| ASSIGNMENT |
Reproduce the records below exactly, leaving out any pictures.
.....
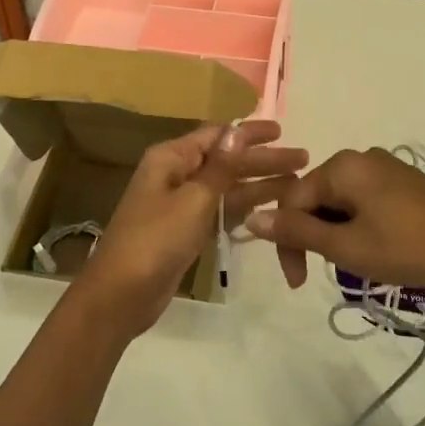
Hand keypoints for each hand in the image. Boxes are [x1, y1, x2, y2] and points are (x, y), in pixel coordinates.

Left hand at [78, 121, 307, 338]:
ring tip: (297, 183)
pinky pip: (220, 209)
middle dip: (263, 160)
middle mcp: (176, 174)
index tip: (282, 131)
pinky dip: (244, 206)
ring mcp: (181, 203)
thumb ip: (220, 167)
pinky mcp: (186, 230)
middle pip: (226, 160)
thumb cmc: (155, 240)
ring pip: (227, 186)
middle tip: (303, 159)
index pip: (217, 135)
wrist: (121, 295)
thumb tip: (237, 130)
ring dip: (259, 183)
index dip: (249, 133)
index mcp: (171, 158)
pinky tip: (271, 207)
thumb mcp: (193, 200)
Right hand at [245, 148, 424, 296]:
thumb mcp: (346, 246)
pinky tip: (376, 249)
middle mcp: (361, 158)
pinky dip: (358, 226)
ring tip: (354, 265)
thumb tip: (252, 218)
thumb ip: (297, 232)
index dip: (287, 241)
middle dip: (313, 237)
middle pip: (316, 197)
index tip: (298, 282)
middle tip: (323, 274)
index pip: (292, 200)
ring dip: (336, 234)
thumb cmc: (408, 246)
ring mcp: (387, 168)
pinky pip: (365, 201)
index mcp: (341, 166)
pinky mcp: (407, 183)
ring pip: (341, 202)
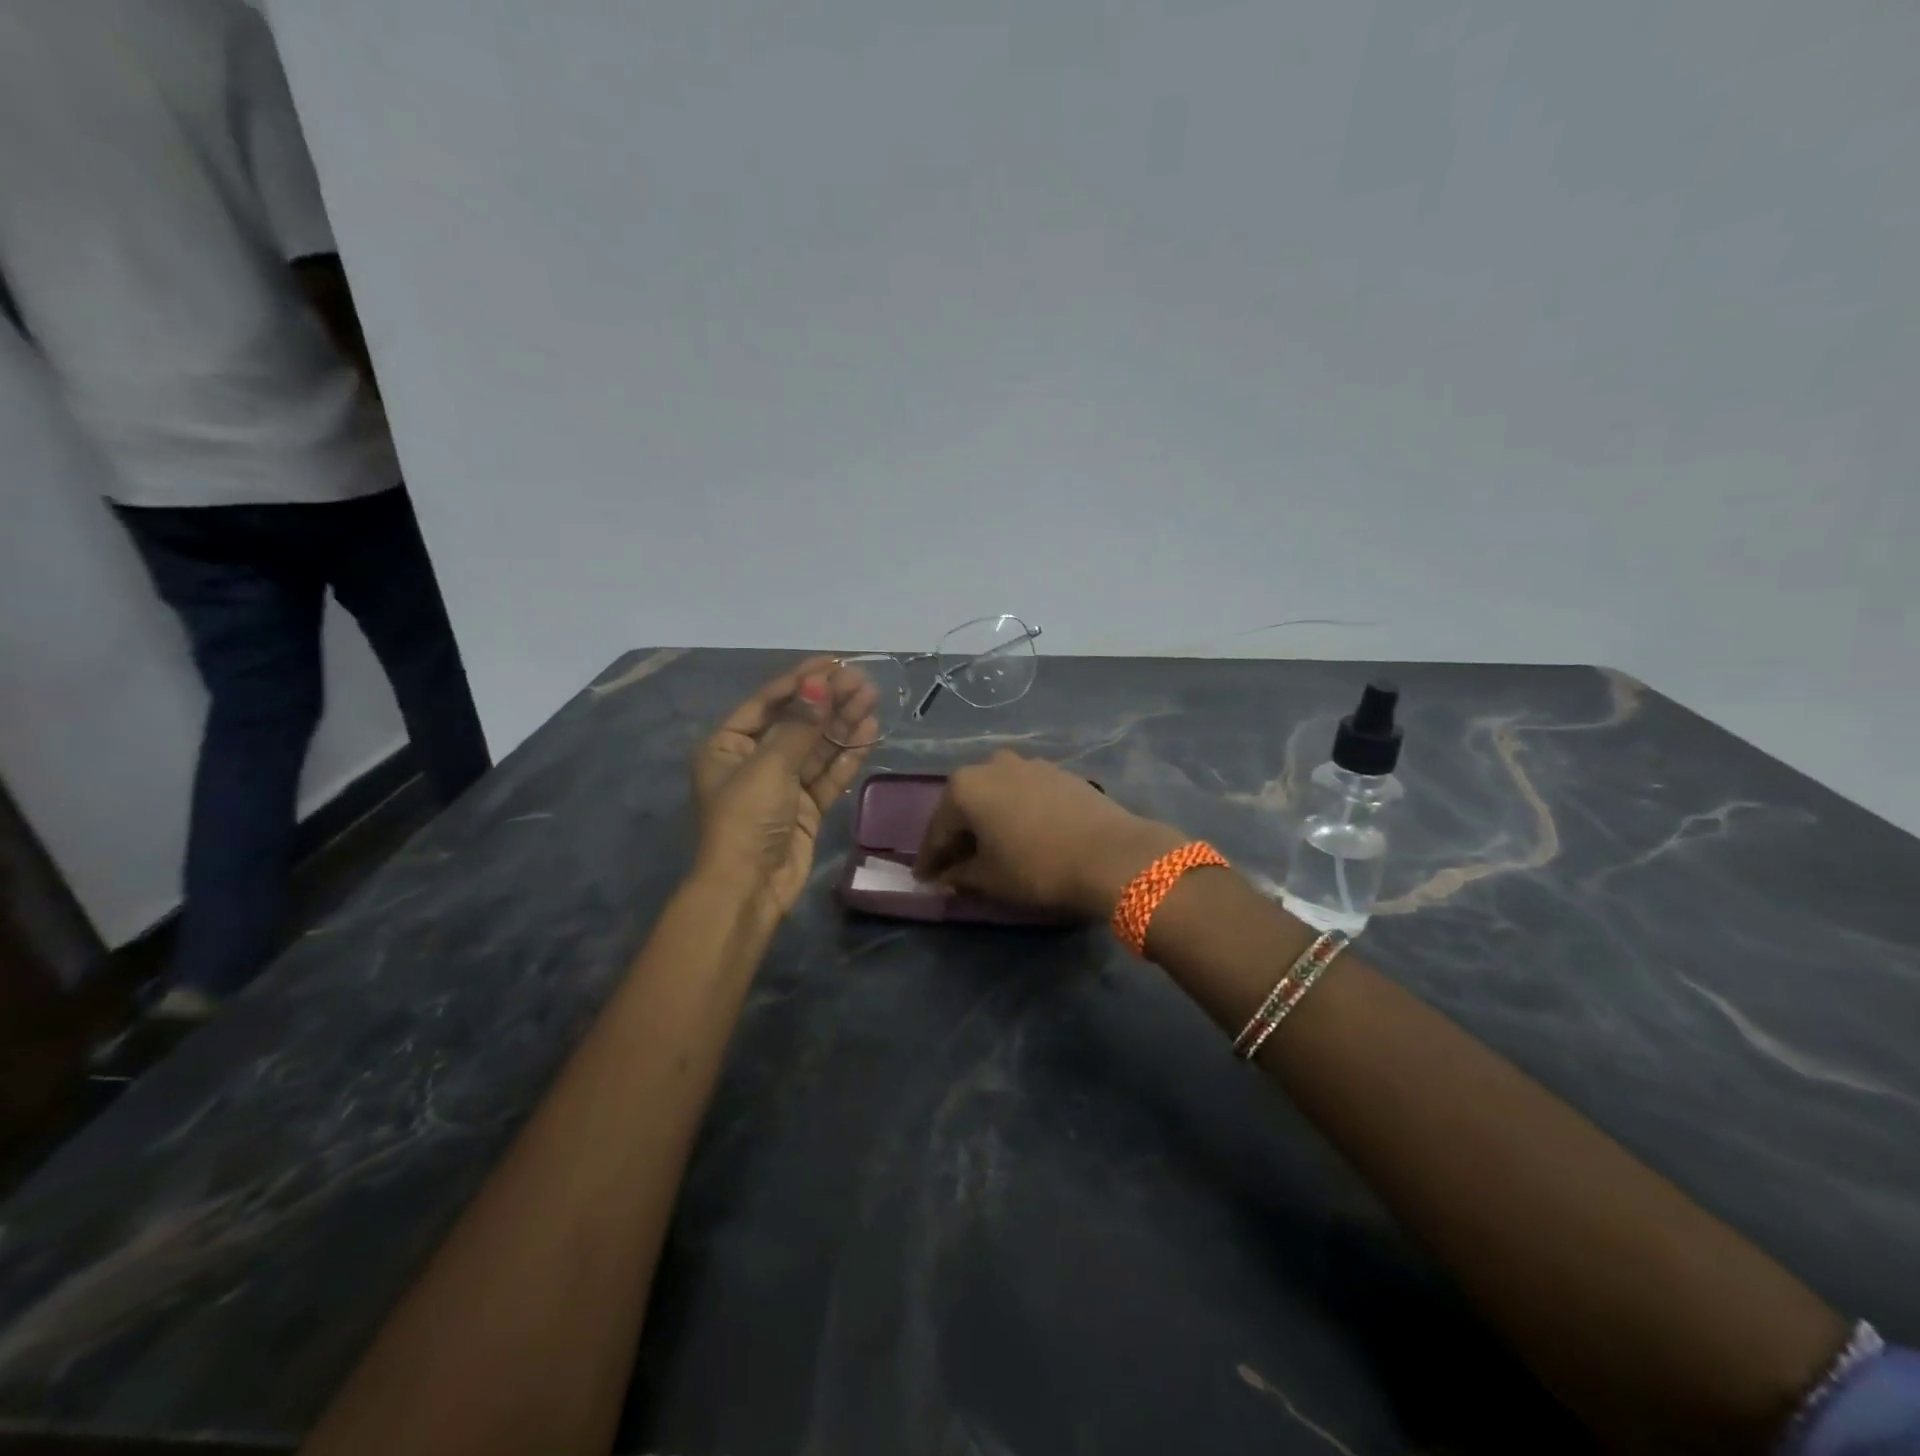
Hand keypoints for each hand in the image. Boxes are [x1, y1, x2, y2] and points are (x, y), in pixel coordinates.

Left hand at [691, 659, 878, 917]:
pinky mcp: (805, 808)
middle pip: (797, 722)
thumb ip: (799, 725)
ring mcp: (782, 785)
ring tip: (872, 697)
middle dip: (829, 700)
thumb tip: (820, 683)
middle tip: (862, 680)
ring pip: (817, 746)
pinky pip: (828, 773)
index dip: (802, 680)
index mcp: (728, 745)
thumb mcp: (768, 766)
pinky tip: (869, 730)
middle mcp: (754, 760)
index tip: (834, 661)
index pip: (768, 702)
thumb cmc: (746, 820)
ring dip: (842, 722)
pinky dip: (848, 754)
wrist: (748, 889)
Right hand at [914, 751, 1184, 916]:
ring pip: (996, 796)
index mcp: (965, 786)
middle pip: (965, 806)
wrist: (1112, 853)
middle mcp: (992, 764)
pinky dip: (1015, 814)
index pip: (937, 830)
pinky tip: (1022, 836)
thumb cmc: (1038, 867)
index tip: (924, 879)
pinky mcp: (1059, 772)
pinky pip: (1024, 795)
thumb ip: (959, 876)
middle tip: (954, 866)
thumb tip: (945, 878)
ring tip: (991, 851)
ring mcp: (1029, 764)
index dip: (930, 859)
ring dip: (989, 822)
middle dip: (958, 836)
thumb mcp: (990, 879)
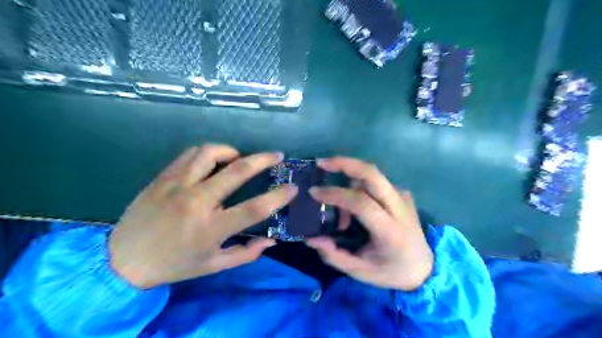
.....
| YOUR RESPONSE |
Hand keypoints for each hand in the image. Boxes are [x1, y1, x2, y2] and points are (x, y), in pixel coordinates.

Left hand at [78, 121, 307, 338]:
ring tip: (297, 183)
pinky pip: (220, 209)
middle dip: (263, 160)
middle mcp: (176, 174)
index tip: (282, 131)
pinky dip: (244, 206)
ring mcp: (181, 203)
thumb ip: (220, 167)
pinky mcp: (186, 230)
middle pip: (226, 160)
thumb cmc: (155, 240)
ring pip: (227, 186)
middle tip: (303, 159)
index pip: (217, 135)
wrist: (121, 295)
thumb tip: (237, 130)
ring dip: (259, 183)
index dip: (249, 133)
index mcp: (171, 158)
pinky tip: (271, 207)
thumb mcp: (193, 200)
Right hand at [245, 148, 424, 296]:
thumb mcp: (346, 246)
pinky tip: (376, 249)
middle mcp: (361, 158)
pinky dip: (358, 226)
ring tip: (354, 265)
thumb tip: (252, 218)
thumb ip: (297, 232)
index dip: (287, 241)
middle dip: (313, 237)
middle pip: (316, 197)
index tip: (298, 282)
middle tip: (323, 274)
index pip: (292, 200)
ring dip: (336, 234)
thumb cmc: (408, 246)
ring mcp: (387, 168)
pinky pip: (365, 201)
index mcp: (341, 166)
pinky mcp: (407, 183)
ring pip: (341, 202)
Hand keypoints for each hand in the image. Boxes are [x1, y1, x2, y2] and points are (x, y), in pixel coordinates.

Left hand at [691, 659, 878, 917]:
pinky mcp: (805, 808)
middle pip: (797, 722)
thumb ip: (799, 725)
ring mcp: (782, 785)
ring tip: (872, 697)
middle dip: (829, 700)
thumb tip: (820, 683)
middle tip: (862, 680)
ring pip: (817, 746)
pinky pip: (828, 773)
index dip: (802, 680)
index mcp: (728, 745)
thumb mcp: (768, 766)
pinky tip: (869, 730)
middle mcp: (754, 760)
index tip: (834, 661)
index pip: (768, 702)
thumb cmc: (746, 820)
ring dip: (842, 722)
pinky dip: (848, 754)
wrist: (748, 889)
Right hand at [914, 751, 1184, 916]:
ring pip: (996, 796)
index mcp: (965, 786)
middle pip: (965, 806)
wrist: (1112, 853)
middle mcp: (992, 764)
pinky dip: (1015, 814)
index pip: (937, 830)
pinky tip: (1022, 836)
thumb cmc: (1038, 867)
index tip: (924, 879)
pinky mcp: (1059, 772)
pinky pip: (1024, 795)
thumb ip: (959, 876)
middle tip: (954, 866)
thumb tip: (945, 878)
ring tip: (991, 851)
ring mcp: (1029, 764)
index dip: (930, 859)
ring dip: (989, 822)
middle dip: (958, 836)
thumb mcp: (990, 879)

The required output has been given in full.